Modern compilers and development tools are available through the module system. It is highly recommended to always load a toolchain, even if you are just using GCC, as the system compiler is very dated.

Intel compiler suite

The intel compiler toolchain includes:

  • icpc - C++ compiler
  • icc - C compiler
  • ifort - FORTRAN
  • imkl - Intel Math Kernel Library (BLAS, LAPACK, FFT, etc.)
  • impi - Intel MPI

Exactly how to instruct a build system to use these compilers varies from software to software.

In addition some tools are also available:

  • VTune - Visual profiling tool
  • Advisor - Code optimization tool
  • Inspector - Memory and thread error detection tool

all of which you can find in the menu when loogging in with over remote graphics.

GCC

The foss compiler toolchain includes:

  • g++ - C++ compiler
  • gcc - C compiler
  • gfortran - Fortran compiler
  • OpenBLAS - Efficient open source BLAS and LAPACK library
  • OpenMPI

Using a compiler with a build system

Common build systems (e.g. CMake) use cc, c++, or f95 for locating a compiler by default. These will point towards the very old system compilers.

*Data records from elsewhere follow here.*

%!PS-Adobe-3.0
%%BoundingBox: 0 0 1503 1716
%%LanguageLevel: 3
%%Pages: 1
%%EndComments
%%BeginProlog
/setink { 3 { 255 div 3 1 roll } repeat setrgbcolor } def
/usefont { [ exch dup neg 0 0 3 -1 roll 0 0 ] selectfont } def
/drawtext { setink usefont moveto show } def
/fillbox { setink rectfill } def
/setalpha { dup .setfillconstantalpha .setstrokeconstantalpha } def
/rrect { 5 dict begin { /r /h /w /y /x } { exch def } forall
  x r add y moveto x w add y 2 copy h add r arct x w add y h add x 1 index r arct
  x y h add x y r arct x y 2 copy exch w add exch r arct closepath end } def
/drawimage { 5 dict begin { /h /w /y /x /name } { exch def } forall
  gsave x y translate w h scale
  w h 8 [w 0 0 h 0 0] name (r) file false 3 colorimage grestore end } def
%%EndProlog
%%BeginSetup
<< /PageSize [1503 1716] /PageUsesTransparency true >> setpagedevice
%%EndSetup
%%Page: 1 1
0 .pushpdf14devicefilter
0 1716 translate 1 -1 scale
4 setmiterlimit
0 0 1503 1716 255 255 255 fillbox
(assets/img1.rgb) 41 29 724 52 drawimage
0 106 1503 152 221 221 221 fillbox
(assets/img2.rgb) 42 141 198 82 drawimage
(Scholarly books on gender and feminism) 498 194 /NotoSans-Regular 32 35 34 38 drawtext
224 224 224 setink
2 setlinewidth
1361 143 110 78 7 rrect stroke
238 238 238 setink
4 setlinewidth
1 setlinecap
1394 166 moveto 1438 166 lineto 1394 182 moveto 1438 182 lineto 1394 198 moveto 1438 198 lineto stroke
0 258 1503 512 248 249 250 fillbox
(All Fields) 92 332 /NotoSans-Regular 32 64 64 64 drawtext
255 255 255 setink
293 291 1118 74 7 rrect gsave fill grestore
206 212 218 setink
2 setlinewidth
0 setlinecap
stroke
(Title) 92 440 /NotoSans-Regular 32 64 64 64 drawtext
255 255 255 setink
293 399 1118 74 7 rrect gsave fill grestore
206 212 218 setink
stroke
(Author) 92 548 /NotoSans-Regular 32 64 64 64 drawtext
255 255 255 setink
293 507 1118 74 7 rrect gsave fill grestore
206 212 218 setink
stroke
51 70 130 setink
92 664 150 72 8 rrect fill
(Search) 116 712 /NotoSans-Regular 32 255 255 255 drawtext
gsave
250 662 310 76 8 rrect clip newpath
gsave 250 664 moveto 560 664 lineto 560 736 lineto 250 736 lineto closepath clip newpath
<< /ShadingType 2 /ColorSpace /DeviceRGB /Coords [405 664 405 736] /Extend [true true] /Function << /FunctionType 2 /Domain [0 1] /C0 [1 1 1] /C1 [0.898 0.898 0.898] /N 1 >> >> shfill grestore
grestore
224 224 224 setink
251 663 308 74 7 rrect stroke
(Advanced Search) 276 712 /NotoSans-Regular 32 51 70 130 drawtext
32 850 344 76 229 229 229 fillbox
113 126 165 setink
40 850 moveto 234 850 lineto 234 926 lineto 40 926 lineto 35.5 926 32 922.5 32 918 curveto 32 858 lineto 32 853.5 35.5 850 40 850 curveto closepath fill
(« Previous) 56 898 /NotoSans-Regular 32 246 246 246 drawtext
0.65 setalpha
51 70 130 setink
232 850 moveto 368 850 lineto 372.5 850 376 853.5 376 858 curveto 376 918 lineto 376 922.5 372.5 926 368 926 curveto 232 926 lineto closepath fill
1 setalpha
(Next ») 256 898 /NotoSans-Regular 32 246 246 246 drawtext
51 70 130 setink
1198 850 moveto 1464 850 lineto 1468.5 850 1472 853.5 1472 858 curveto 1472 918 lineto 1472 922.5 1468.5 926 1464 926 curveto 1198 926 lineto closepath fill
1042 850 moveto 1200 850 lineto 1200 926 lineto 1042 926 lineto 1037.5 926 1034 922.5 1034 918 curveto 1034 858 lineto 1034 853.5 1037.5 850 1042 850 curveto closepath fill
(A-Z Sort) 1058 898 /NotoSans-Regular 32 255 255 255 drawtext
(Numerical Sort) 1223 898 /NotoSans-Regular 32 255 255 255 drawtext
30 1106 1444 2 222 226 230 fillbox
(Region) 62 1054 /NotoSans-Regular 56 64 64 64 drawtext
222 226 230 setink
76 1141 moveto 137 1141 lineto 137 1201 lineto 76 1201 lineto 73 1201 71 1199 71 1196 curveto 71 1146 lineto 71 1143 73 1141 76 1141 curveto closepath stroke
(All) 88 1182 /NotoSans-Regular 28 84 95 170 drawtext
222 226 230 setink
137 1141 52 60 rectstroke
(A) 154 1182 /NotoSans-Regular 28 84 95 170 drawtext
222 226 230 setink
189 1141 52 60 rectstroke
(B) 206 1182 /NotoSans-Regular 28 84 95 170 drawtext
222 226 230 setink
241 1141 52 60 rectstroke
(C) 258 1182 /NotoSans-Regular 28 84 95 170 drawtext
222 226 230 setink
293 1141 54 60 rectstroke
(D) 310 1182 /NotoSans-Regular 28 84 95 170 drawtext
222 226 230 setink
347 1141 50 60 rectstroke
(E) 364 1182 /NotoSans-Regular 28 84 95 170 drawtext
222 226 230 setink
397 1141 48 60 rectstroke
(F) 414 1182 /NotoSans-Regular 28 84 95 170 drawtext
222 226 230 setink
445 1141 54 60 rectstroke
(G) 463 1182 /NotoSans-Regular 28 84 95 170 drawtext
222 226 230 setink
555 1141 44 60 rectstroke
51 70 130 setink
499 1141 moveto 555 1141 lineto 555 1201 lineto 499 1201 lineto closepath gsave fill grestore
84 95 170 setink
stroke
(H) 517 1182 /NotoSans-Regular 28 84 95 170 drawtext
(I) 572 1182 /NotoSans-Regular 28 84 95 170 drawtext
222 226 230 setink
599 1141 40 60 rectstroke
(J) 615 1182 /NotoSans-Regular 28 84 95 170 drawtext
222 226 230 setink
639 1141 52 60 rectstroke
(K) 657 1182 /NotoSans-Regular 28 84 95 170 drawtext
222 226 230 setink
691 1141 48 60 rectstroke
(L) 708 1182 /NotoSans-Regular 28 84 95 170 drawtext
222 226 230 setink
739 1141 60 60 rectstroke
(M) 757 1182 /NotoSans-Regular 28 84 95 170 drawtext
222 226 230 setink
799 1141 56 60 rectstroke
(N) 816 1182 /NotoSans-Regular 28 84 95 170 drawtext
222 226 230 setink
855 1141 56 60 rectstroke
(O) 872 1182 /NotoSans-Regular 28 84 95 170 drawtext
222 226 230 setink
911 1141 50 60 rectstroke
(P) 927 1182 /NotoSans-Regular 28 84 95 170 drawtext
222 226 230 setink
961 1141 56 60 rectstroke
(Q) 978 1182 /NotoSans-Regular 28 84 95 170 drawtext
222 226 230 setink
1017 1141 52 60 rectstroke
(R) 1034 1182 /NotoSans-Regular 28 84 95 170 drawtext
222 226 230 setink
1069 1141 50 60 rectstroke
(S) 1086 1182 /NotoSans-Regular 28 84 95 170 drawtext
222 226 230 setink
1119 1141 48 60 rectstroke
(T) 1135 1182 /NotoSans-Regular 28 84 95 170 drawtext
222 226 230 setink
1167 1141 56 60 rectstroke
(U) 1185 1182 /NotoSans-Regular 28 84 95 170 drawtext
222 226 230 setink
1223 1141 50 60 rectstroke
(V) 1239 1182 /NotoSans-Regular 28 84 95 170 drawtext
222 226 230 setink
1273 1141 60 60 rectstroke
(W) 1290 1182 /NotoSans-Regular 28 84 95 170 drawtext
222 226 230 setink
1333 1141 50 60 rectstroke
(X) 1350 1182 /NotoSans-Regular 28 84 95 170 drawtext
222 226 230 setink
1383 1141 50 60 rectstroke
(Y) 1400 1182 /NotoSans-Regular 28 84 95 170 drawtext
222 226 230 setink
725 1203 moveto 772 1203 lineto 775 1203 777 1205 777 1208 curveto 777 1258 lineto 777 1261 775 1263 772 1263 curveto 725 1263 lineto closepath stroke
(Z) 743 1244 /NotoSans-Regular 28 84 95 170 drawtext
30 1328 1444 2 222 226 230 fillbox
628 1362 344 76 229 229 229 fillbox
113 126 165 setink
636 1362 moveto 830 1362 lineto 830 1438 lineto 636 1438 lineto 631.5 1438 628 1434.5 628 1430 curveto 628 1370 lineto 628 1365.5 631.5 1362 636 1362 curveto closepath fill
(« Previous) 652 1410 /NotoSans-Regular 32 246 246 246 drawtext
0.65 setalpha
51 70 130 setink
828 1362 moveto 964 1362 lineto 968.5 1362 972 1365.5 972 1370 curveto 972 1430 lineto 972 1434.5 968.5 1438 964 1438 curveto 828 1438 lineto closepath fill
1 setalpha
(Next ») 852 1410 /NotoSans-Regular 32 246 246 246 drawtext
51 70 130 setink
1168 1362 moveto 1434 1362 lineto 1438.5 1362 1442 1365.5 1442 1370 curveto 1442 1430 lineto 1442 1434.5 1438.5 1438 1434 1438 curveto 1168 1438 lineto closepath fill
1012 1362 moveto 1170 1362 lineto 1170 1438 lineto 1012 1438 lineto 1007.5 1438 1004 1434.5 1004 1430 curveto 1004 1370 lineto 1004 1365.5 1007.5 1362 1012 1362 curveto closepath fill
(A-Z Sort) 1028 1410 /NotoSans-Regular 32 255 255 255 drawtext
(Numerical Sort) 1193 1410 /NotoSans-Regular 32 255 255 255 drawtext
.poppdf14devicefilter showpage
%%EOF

With CMake, you will want to do

module load foss CMake
CC=gcc CXX=g++ FC=gfortran cmake path/to/src

or

module load intel CMake
CC=icc CXX=icpc FC=ifort cmake path/to/src

The variables CC, CXX, FC, are standard names that will work with other build systems as well (such as autoconf) However, some software relies on custom made build tools which makes things more difficult and will require custom solutions.

Allinea/ARM Forge

Allinea Forge (named recently changed to ARM Forge) is a graphical tool to debug and profile parallel codes (MPI, OpenMP, CUDA). You can find this tool in the menu when logging in over remote graphics.

Additional libraries

We install many libraries which can greatly simplify Loading modules will set the CPATH and LIBRARY_PATH environment variables, which are usually picked up popular build systems. However, many build systems will fail to respect these general rules, and may require some tweaking to build correctly.

Every library is not installed for every toolchain version. If you are missing some dependency for your software, you can request an installation, or install it locally in your $SNIC_NOBACKUP.